How to Overcome Sampling Bias in Your Market Research Survey

In the market research world, sampling bias is a consistent error that arises due to the way a survey’s sample was selected. It occurs when a sample is not random, meaning certain types of respondents are more or less likely to be chosen for the sample.

The result: Survey results that don’t reflect the population you purport to represent. Instead, they reflect a stilted sample.

For example, a survey of potential voters in the upcoming presidential election may suffer from sampling bias if the list of people invited to take the survey come from, say, a conservative think tank’s donor list. Such respondents are going to be more likely to favor the Republican candidate than are voters in general, and it’s precisely those voters in general that a political pollster probably cares about.

Overcoming sampling bias

Generally speaking, sampling bias cannot identified or overcome by examining a survey’s response data alone. Sampling bias is identified only by comparing a survey’s sample to the population of interest.

In other words, you can’t just look at a survey’s results and decide the sample is biased one way or another. You can (and should) compare a survey’s results to other similar surveys to see how respondents’ sentiments might differ, but that’s inexact.

“You can’t just look at a survey’s results and decide the sample is biased one way or another.”

The only way to accurately measure sampling bias is to compare your survey’s sample, on every relevant characteristic imaginable, to the general population your survey aims to understand. This, of course, is impossible, but that doesn’t mean we can’t get close.

For example, pollsters from the hypothetical voter survey mentioned above might include questions about their respondents’ ages, political affiliations, and past voting behavior, then compare those results to other surveys of the voting population to see how well their sample compares.

You can see here, though, that judging sampling bias relies heavily on intuition. What characteristics are relevant to your particular survey? What should you look at for when judging whether your survey sample is biased, based on the issues you’re trying to understand?
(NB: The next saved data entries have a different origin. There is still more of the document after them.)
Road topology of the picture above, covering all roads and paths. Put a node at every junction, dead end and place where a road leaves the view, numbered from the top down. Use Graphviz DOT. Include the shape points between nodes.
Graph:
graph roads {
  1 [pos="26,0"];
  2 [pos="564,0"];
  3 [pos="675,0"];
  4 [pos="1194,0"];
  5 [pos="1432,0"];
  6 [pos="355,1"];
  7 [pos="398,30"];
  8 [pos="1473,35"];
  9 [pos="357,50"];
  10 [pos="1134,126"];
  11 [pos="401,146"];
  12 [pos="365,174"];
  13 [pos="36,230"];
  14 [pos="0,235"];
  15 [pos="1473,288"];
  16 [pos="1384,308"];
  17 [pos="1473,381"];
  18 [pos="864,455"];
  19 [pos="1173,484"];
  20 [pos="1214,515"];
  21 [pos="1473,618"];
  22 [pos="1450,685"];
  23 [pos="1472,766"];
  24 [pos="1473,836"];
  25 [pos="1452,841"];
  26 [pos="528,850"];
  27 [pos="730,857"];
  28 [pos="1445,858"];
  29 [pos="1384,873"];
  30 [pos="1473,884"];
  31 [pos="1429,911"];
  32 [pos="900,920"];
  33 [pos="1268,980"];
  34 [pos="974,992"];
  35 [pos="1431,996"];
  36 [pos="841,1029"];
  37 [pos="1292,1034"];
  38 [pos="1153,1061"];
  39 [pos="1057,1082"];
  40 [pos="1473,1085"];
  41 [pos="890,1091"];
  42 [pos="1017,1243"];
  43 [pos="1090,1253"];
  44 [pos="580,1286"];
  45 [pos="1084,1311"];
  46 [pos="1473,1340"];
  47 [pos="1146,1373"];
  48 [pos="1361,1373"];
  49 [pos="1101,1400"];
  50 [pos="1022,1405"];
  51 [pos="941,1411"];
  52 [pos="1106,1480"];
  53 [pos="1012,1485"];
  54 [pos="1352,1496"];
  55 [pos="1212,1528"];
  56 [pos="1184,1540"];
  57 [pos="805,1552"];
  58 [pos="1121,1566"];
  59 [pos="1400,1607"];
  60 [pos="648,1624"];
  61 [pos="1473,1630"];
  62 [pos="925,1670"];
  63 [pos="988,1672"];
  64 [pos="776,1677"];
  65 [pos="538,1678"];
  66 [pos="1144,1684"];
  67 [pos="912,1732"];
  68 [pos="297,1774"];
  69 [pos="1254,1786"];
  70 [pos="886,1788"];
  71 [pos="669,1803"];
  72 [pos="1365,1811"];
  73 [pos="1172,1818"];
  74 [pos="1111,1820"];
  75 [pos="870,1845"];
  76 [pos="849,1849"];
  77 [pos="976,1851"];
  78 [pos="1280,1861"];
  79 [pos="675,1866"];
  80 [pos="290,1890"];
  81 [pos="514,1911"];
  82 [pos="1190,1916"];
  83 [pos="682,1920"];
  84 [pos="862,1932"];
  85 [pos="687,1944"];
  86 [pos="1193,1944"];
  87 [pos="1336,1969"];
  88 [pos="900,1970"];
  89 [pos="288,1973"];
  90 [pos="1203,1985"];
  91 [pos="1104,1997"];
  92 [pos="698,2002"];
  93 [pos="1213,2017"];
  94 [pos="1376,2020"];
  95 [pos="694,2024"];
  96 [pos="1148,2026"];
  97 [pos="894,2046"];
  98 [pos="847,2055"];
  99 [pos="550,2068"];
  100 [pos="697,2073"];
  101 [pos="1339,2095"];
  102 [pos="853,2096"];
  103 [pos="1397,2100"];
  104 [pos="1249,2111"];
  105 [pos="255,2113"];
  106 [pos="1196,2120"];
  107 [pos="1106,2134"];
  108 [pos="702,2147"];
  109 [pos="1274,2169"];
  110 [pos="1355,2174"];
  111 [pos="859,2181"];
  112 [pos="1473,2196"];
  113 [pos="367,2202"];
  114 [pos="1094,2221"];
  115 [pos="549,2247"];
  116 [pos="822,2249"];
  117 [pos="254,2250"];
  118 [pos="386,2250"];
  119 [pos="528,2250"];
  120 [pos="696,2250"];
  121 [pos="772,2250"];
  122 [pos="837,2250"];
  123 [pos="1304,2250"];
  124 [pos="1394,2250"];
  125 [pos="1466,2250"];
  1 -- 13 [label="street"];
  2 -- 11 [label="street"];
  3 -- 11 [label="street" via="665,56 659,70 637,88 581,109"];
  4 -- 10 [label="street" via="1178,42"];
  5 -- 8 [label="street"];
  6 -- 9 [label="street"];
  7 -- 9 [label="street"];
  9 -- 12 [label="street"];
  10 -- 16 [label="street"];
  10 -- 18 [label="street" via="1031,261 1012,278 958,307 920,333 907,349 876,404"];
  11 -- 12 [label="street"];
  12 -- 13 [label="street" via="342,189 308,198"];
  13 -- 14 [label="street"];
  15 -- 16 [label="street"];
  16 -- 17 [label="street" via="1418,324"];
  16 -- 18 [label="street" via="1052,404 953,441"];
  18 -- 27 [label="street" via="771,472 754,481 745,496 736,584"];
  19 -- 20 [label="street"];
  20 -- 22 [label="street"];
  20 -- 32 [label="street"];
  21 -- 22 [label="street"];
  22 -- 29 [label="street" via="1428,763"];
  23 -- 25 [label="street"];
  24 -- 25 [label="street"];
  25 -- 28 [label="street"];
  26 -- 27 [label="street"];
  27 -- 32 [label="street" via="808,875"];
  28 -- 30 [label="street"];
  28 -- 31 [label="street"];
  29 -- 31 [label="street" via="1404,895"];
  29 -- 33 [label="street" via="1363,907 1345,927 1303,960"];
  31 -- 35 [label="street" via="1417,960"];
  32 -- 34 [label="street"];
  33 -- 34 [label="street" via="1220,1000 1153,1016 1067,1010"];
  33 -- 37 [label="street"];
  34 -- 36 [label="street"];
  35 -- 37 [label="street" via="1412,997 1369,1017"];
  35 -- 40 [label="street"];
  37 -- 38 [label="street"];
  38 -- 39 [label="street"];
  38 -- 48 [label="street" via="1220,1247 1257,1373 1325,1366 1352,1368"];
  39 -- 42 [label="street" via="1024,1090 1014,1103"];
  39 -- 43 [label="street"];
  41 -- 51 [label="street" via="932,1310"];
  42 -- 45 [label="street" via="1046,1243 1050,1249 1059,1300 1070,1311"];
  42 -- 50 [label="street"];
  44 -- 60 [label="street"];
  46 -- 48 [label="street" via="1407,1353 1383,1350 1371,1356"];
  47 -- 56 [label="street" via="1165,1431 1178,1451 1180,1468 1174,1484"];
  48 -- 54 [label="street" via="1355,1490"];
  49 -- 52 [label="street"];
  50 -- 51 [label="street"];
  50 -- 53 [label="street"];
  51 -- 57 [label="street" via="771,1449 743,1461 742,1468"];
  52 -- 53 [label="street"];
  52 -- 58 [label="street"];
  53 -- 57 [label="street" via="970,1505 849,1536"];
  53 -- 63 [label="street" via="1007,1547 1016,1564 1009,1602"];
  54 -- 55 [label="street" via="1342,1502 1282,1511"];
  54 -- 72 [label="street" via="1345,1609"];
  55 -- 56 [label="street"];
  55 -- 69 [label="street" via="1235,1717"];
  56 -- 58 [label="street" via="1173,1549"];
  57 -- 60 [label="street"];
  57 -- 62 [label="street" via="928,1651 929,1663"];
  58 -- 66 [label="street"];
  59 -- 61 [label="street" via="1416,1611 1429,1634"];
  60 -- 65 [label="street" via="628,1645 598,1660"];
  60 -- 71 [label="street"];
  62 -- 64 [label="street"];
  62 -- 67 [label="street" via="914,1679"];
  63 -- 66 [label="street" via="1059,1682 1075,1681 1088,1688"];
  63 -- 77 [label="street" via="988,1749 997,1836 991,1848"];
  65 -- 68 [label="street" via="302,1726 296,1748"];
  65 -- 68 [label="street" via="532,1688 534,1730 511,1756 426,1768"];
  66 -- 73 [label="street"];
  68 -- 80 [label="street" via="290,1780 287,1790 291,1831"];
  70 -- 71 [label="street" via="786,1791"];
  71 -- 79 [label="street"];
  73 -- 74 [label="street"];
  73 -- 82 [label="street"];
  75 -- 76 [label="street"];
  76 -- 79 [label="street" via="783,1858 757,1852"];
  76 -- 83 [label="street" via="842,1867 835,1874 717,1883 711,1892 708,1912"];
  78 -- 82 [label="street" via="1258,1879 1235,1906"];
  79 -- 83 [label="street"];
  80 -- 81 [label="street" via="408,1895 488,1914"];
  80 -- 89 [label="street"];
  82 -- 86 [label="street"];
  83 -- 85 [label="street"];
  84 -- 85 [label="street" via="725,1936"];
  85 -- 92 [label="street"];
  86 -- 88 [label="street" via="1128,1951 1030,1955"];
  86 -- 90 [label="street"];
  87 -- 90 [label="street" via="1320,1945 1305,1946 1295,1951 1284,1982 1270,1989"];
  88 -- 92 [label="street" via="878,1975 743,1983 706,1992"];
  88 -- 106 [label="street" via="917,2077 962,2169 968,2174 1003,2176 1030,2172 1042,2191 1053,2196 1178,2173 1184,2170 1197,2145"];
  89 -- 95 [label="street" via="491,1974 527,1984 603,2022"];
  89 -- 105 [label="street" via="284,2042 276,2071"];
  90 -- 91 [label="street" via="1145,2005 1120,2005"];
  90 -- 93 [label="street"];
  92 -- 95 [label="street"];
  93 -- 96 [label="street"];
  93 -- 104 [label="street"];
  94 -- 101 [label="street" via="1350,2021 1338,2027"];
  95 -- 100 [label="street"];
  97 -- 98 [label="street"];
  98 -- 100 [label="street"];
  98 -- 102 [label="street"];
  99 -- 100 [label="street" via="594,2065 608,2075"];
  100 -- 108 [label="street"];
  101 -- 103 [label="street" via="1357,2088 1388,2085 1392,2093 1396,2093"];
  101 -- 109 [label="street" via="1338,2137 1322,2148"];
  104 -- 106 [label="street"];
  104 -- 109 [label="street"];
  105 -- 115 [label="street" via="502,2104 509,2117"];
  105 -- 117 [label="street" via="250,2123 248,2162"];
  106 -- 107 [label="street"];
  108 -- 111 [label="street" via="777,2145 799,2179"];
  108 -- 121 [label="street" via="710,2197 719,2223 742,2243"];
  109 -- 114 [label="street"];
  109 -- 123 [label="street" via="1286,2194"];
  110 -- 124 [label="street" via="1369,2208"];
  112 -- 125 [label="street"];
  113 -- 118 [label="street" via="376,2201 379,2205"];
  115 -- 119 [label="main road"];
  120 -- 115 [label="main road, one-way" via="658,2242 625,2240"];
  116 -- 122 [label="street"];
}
What does this mean for you?

First, don’t trust just any survey about your customers. Regardless of the topic or sample, analysts must consider how the sample selection may be biased, and what differences may exist between those who did and did not complete the survey. Further, these differences must be considered in light of the client’s final research question — it could be, for whatever reason, that differences between those who did and did not complete the survey aren’t meaningful to you and won’t affect your key takeaways.

Second, be vigilant in collecting your customers’ contact information. When my team conducts a survey, we try to include as many customers as possible in the survey sample. If we are surveying a coffee shop’s customers, for example, about their willingness to pay more for a particular menu item, our results come with big caveats if we are only able to survey customers that have, say, a rewards account at the coffee shop. Those customers are going to differ from customers who do not belong to the rewards program. They may love the coffee more than non-members and be more willing to pay extra for the menu item in question. Or they may feel betrayed, as rewards members, being asked if they’d pay extra.

There’s really no way of knowing for sure that the sample isn’t biased unless we survey every single customer, and we get closer to that if we have contact info for as many customers as possible.

Finally, include demographic variables in your customer surveys. This way, you can compare the makeup of your sample — the “average” respondent” — to what your intuition tells you is your “average” customer. Gender, age, household income, job, family size, and/or other behaviors and characteristics relevant to your product or service. Asking for these demographic variables also has the benefit of allowing you to cut and segment your results along these demographic variables, perhaps exposing opportunities to up-sell or improve your targeted marketing campaigns.

One more thing…

All this might sound hopeless. Unless we survey every single customer, we can’t be 100% our sample isn’t biased one way or another.

But as mentioned above, intuition really is key to knowing whether your sample is biased and how that might affect your key findings and inferences. Our best work happens with clients who understand their customers in a way that supplements whatever survey they’re trying to run. If a business owner knows from experience, for example, that his rewards program customers are more loyal and generally willing to pay more for his products, we can account for that when drawing inferences from the survey results. If he knows from experience that previous price increases have not affected his business with non-rewards members, we can account for that when drawing inferences from the survey results.

Surveys are typically quantitative market researchbut quantitative data must be interpreted through the lens of experience and subject matter expertise. When it comes to your customers, you probably know more than any single survey can tell you.